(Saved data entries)
⟨

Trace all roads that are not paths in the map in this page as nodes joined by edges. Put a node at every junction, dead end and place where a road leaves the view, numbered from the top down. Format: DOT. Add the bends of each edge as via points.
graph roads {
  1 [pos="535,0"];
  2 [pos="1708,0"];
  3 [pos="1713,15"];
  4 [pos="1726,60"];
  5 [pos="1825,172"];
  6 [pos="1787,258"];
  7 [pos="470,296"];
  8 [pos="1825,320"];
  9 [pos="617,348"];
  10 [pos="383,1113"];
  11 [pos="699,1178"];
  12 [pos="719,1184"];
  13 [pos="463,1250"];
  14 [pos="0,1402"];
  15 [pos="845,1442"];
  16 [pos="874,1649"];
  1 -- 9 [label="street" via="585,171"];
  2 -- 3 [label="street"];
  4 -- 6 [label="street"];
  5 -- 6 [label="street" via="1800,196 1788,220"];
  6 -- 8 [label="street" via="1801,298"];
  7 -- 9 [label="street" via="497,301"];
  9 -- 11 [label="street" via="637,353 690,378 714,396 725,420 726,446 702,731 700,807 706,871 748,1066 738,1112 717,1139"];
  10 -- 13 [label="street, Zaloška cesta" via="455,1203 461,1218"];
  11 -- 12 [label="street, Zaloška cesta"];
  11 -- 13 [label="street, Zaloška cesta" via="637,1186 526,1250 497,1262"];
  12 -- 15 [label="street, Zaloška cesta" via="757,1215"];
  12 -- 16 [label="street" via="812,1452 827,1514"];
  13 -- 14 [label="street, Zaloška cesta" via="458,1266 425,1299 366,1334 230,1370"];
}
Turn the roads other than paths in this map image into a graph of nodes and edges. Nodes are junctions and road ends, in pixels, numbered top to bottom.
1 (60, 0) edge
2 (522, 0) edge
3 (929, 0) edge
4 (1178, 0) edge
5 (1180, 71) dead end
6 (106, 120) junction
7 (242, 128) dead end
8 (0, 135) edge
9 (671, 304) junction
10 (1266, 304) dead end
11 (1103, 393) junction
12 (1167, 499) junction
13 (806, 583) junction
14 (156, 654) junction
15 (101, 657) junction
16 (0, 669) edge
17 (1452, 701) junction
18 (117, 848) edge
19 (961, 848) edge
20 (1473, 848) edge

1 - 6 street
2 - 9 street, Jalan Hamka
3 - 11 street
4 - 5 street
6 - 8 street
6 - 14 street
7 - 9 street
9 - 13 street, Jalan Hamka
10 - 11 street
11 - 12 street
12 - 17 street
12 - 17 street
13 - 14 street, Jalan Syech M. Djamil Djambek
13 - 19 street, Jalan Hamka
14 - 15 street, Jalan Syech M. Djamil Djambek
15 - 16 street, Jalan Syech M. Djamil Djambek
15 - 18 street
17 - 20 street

⟩

◆ To do
Copy the data. Make sure every line matches exactly.

◆ Response to the task
Trace all roads that are not paths in the map in this page as nodes joined by edges. Put a node at every junction, dead end and place where a road leaves the view, numbered from the top down. Format: DOT. Add the bends of each edge as via points.
graph roads {
  1 [pos="535,0"];
  2 [pos="1708,0"];
  3 [pos="1713,15"];
  4 [pos="1726,60"];
  5 [pos="1825,172"];
  6 [pos="1787,258"];
  7 [pos="470,296"];
  8 [pos="1825,320"];
  9 [pos="617,348"];
  10 [pos="383,1113"];
  11 [pos="699,1178"];
  12 [pos="719,1184"];
  13 [pos="463,1250"];
  14 [pos="0,1402"];
  15 [pos="845,1442"];
  16 [pos="874,1649"];
  1 -- 9 [label="street" via="585,171"];
  2 -- 3 [label="street"];
  4 -- 6 [label="street"];
  5 -- 6 [label="street" via="1800,196 1788,220"];
  6 -- 8 [label="street" via="1801,298"];
  7 -- 9 [label="street" via="497,301"];
  9 -- 11 [label="street" via="637,353 690,378 714,396 725,420 726,446 702,731 700,807 706,871 748,1066 738,1112 717,1139"];
  10 -- 13 [label="street, Zaloška cesta" via="455,1203 461,1218"];
  11 -- 12 [label="street, Zaloška cesta"];
  11 -- 13 [label="street, Zaloška cesta" via="637,1186 526,1250 497,1262"];
  12 -- 15 [label="street, Zaloška cesta" via="757,1215"];
  12 -- 16 [label="street" via="812,1452 827,1514"];
  13 -- 14 [label="street, Zaloška cesta" via="458,1266 425,1299 366,1334 230,1370"];
}
Turn the roads other than paths in this map image into a graph of nodes and edges. Nodes are junctions and road ends, in pixels, numbered top to bottom.
1 (60, 0) edge
2 (522, 0) edge
3 (929, 0) edge
4 (1178, 0) edge
5 (1180, 71) dead end
6 (106, 120) junction
7 (242, 128) dead end
8 (0, 135) edge
9 (671, 304) junction
10 (1266, 304) dead end
11 (1103, 393) junction
12 (1167, 499) junction
13 (806, 583) junction
14 (156, 654) junction
15 (101, 657) junction
16 (0, 669) edge
17 (1452, 701) junction
18 (117, 848) edge
19 (961, 848) edge
20 (1473, 848) edge

1 - 6 street
2 - 9 street, Jalan Hamka
3 - 11 street
4 - 5 street
6 - 8 street
6 - 14 street
7 - 9 street
9 - 13 street, Jalan Hamka
10 - 11 street
11 - 12 street
12 - 17 street
12 - 17 street
13 - 14 street, Jalan Syech M. Djamil Djambek
13 - 19 street, Jalan Hamka
14 - 15 street, Jalan Syech M. Djamil Djambek
15 - 16 street, Jalan Syech M. Djamil Djambek
15 - 18 street
17 - 20 street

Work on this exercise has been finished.